Direct (918) 583-9985
 
Main (918) 583-9922
Email: alovelace@fdlaw.com
 
Facsimile (918) 583-8251

November 6, 2012

Via E-mail
Perry J. Hindin, Esq.
Special Counsel
Office of Mergers and Acquisitions
Securities and Exchange Commission

 
Re:
Aetrium Incorporated
 
Revised Preliminary Proxy Statement on Schedule 14A filed on November [6], 2012
 
Preliminary Proxy Statement Initially Filed October 23, 2012 by Jeffrey E. Eberwein, et al.
 
File No. 0-22166

Dear Mr. Hindin:
I write in response to the Securities and Exchange Commission’s (the “Commission”) comment letter dated November 1, 2012.  On behalf of the Concerned Aetrium Shareholders (“CAS”), we provide the following responses.  Where not otherwise defined, capitalized terms used in this response letter shall have the meaning assigned to them in our revised preliminary proxy statement.

General:

 
1.
Please add page numbers to the revised proxy statement, as filed with the Commission.

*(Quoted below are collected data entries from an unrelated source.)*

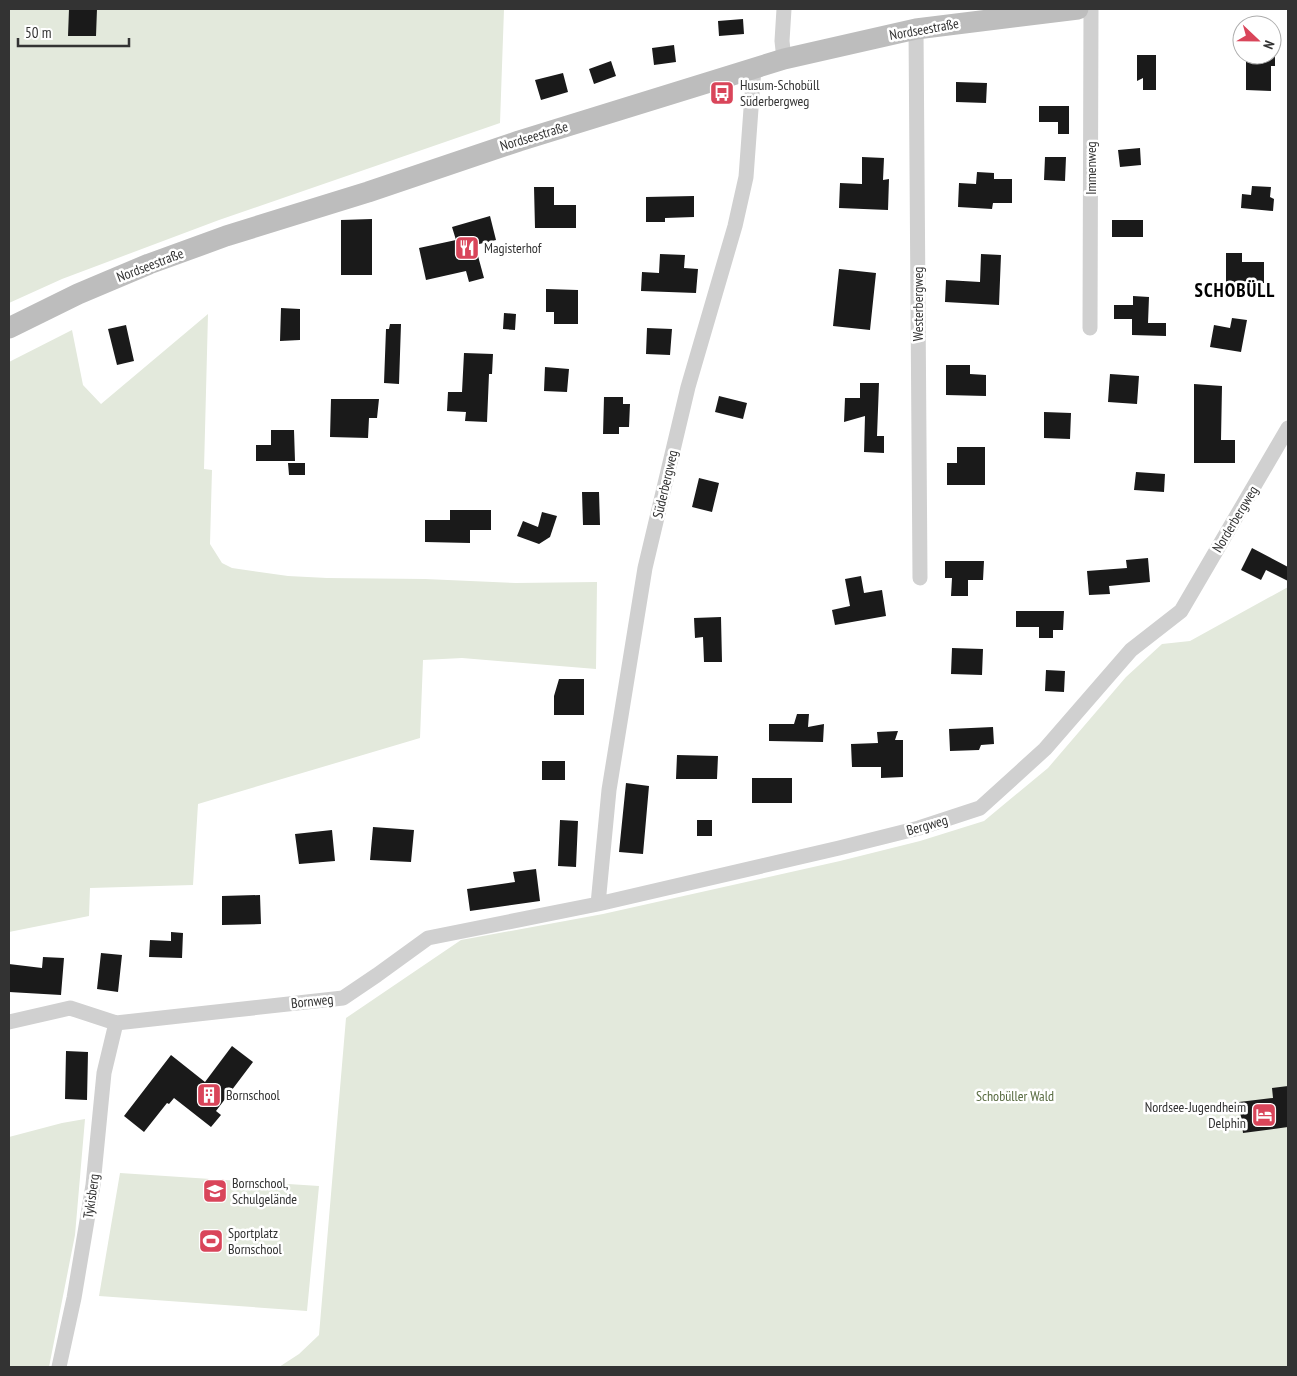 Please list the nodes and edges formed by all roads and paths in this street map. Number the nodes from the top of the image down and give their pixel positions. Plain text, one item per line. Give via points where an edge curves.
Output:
1 (784, 9) edge
2 (1078, 9) edge
3 (1091, 9) edge
4 (916, 29) junction
5 (784, 59) junction
6 (754, 68) junction
7 (9, 328) edge
8 (1090, 328) dead end
9 (1288, 428) edge
10 (920, 578) dead end
11 (1181, 611) joint
12 (598, 904) junction
13 (9, 1022) edge
14 (116, 1023) junction
15 (59, 1367) edge

1 - 5 street
2 - 4 main road, Nordseestraße
3 - 8 street, Immenweg
4 - 5 main road, Nordseestraße
4 - 10 street, Westerbergweg
5 - 6 main road, Nordseestraße
6 - 7 main road, Nordseestraße via 217,239 78,294
6 - 12 street, Süderbergweg via 746,177 688,387 645,568 609,790
9 - 11 street, Norderbergweg
11 - 12 street, Bergweg via 1131,650 1045,749 980,808 919,828
12 - 14 street, Bornweg via 428,938 342,998
13 - 14 street, Bornweg via 70,1008
14 - 15 street, Tykisberg via 104,1073 93,1185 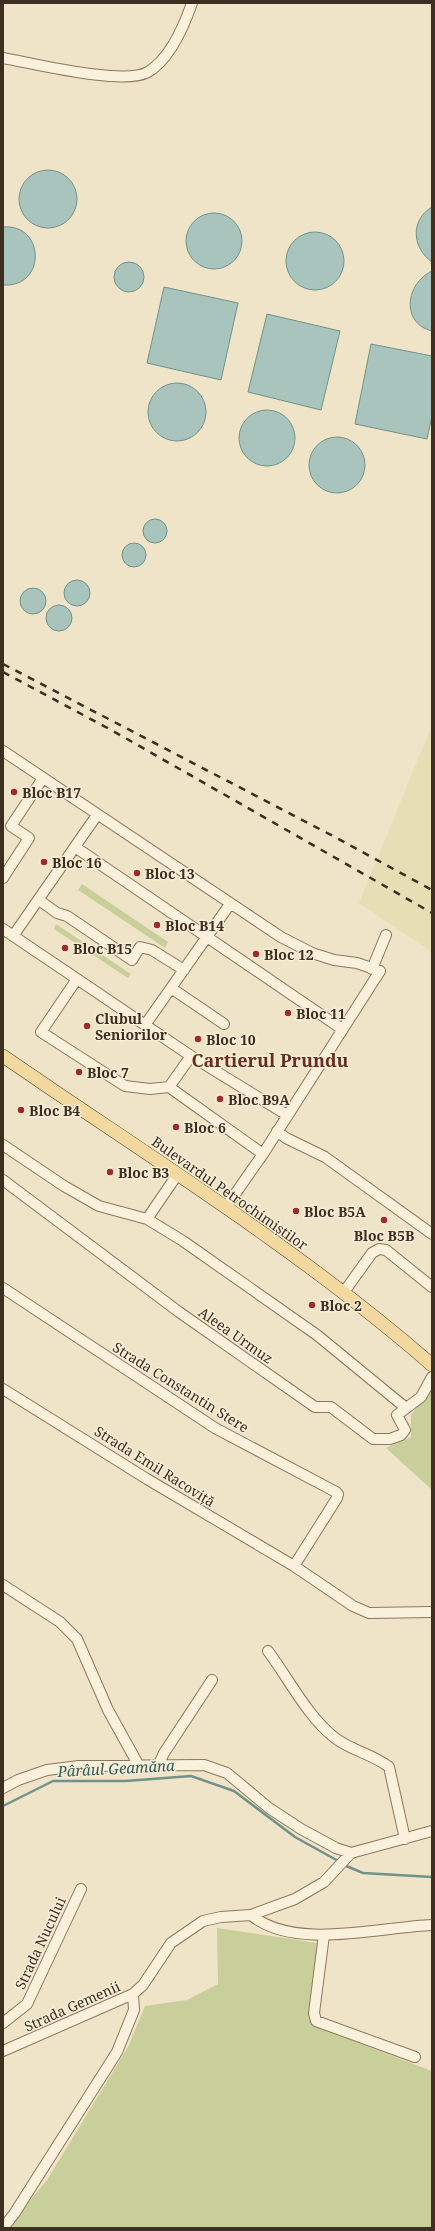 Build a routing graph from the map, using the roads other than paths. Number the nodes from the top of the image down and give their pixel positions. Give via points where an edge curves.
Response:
1 (192, 3) edge
2 (3, 58) edge
3 (5, 757) edge
4 (43, 778) junction
5 (97, 815) junction
6 (75, 847) junction
7 (3, 878) edge
8 (38, 900) junction
9 (230, 904) junction
10 (3, 929) edge
11 (386, 935) dead end
12 (13, 936) junction
13 (208, 936) junction
14 (372, 969) junction
15 (184, 970) junction
16 (78, 979) junction
17 (171, 988) junction
18 (224, 1024) dead end
19 (145, 1025) junction
20 (342, 1029) junction
21 (3, 1056) edge
22 (191, 1056) junction
23 (169, 1087) junction
24 (287, 1115) junction
25 (277, 1131) junction
26 (3, 1145) edge
27 (263, 1154) junction
28 (177, 1175) junction
29 (3, 1180) edge
30 (226, 1207) junction
31 (147, 1219) junction
32 (432, 1234) edge
33 (432, 1287) edge
34 (3, 1288) edge
35 (344, 1292) junction
36 (432, 1365) edge
37 (432, 1377) edge
38 (3, 1389) edge
39 (406, 1408) junction
40 (294, 1566) junction
41 (3, 1585) edge
42 (432, 1612) edge
43 (268, 1651) dead end
44 (212, 1680) dead end
45 (139, 1766) junction
46 (158, 1766) junction
47 (3, 1788) edge
48 (432, 1830) edge
49 (405, 1839) junction
50 (348, 1855) junction
51 (81, 1889) dead end
52 (251, 1915) junction
53 (432, 1924) edge
54 (324, 1935) junction
55 (133, 1994) junction
56 (3, 2023) edge
57 (3, 2051) edge
58 (415, 2057) dead end
59 (3, 2228) edge

1 - 2 street via 176,38 162,59 147,72 108,76
3 - 4 street
4 - 5 street
4 - 7 street via 11,826 29,838
5 - 6 street
5 - 9 street
6 - 8 street
6 - 13 street
8 - 12 street
8 - 15 street via 57,913 67,916 132,960 140,947 152,950
9 - 13 street
9 - 14 street via 281,937 312,953
10 - 12 street
11 - 14 street
12 - 16 street
13 - 15 street
13 - 20 street
14 - 20 street via 380,971
15 - 17 street
16 - 19 street
16 - 23 street via 41,1032 125,1086 150,1089
17 - 18 street
17 - 19 street
19 - 22 street
20 - 24 street
21 - 28 main road, Bulevardul Petrochimiștilor
22 - 23 street
22 - 24 street
23 - 27 street
24 - 25 street
25 - 27 street
25 - 32 street via 325,1157
26 - 31 street via 99,1206
27 - 30 street
28 - 30 main road, Bulevardul Petrochimiștilor
28 - 31 street
29 - 39 street, Aleea Urmuz via 224,1345 315,1407 331,1408 373,1439 390,1439 401,1435 405,1430 397,1415
30 - 35 main road, Bulevardul Petrochimiștilor
31 - 39 street via 183,1241 317,1335
33 - 35 street via 386,1250 379,1249 372,1253
34 - 40 street, Strada Constantin Stere via 215,1428 336,1492 337,1498
35 - 36 main road, Bulevardul Petrochimiștilor
37 - 39 street via 421,1397
38 - 40 street, Strada Emil Racoviță via 147,1479
40 - 42 street, Strada Emil Racoviță via 353,1606 369,1613
41 - 45 street via 60,1622 77,1639 108,1710
43 - 49 street via 315,1717 334,1738 389,1767
44 - 46 street
45 - 46 street
45 - 47 street via 79,1766 47,1770
46 - 50 street via 204,1765 227,1773 269,1808 301,1830
48 - 49 street
49 - 50 street
50 - 52 street, Strada Gemenii via 314,1890
51 - 56 street, Strada Nucului via 27,2004
52 - 54 street via 260,1923 273,1928
52 - 55 street, Strada Gemenii via 222,1917 203,1922 182,1934 163,1954 143,1985
53 - 54 street
54 - 58 street via 314,2013 316,2021
55 - 57 street, Strada Gemenii
55 - 59 street via 134,2010 117,2052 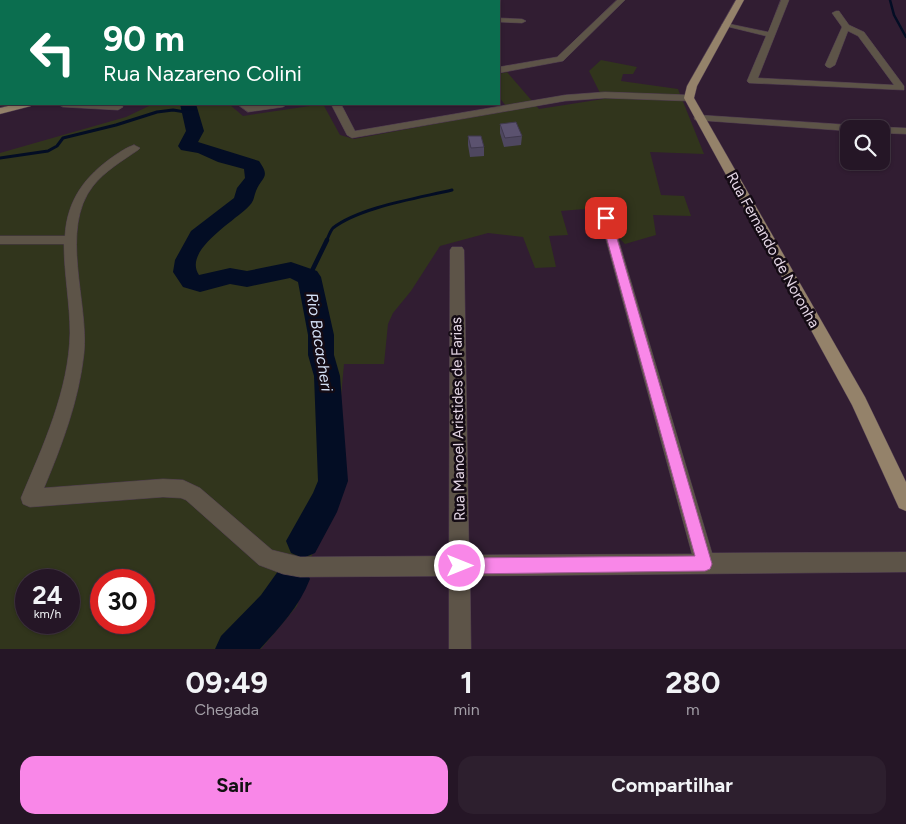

Response: Your comment is noted.  Page numbers have been included.

2.      We note that CAS has made the following statements in its proxy statement that appear to impugn the character, integrity or personal reputation of the Company’s directors and management, all without adequate factual foundation.

Response: Please see our answers below to each noted statement.  We have revised the noted disclosures and similar disclosures in accordance with our answers.

 
a.
“The Concerned Aetrium Shareholders disagree with the position taken by the Company and view the Company’s position as nothing more than an effort of the entrenched Incumbent Directors to thwart the desires of the Concerned Aetrium Shareholders to hold an election.…;” (Letter to Shareholders)

Response: We have decided to delete the phrase “and view the Company’s position as nothing more than an effort of the entrenched Incumbent Directors to thwart the desires of the Concerned Aetrium Shareholders to hold an election” in its entirety.  We believe the disclosure regarding communications between the Company and CNS speak for themselves.
 

 
 

 
Mr. Perry Hindin
Securities and Exchange Commission
November 6, 2012
Page 2
 
 
 
b.
“The participants in this solicitation…have reluctantly concluded that the directors…of the Company…have destroyed shareholder value and should be removed.” (page 1)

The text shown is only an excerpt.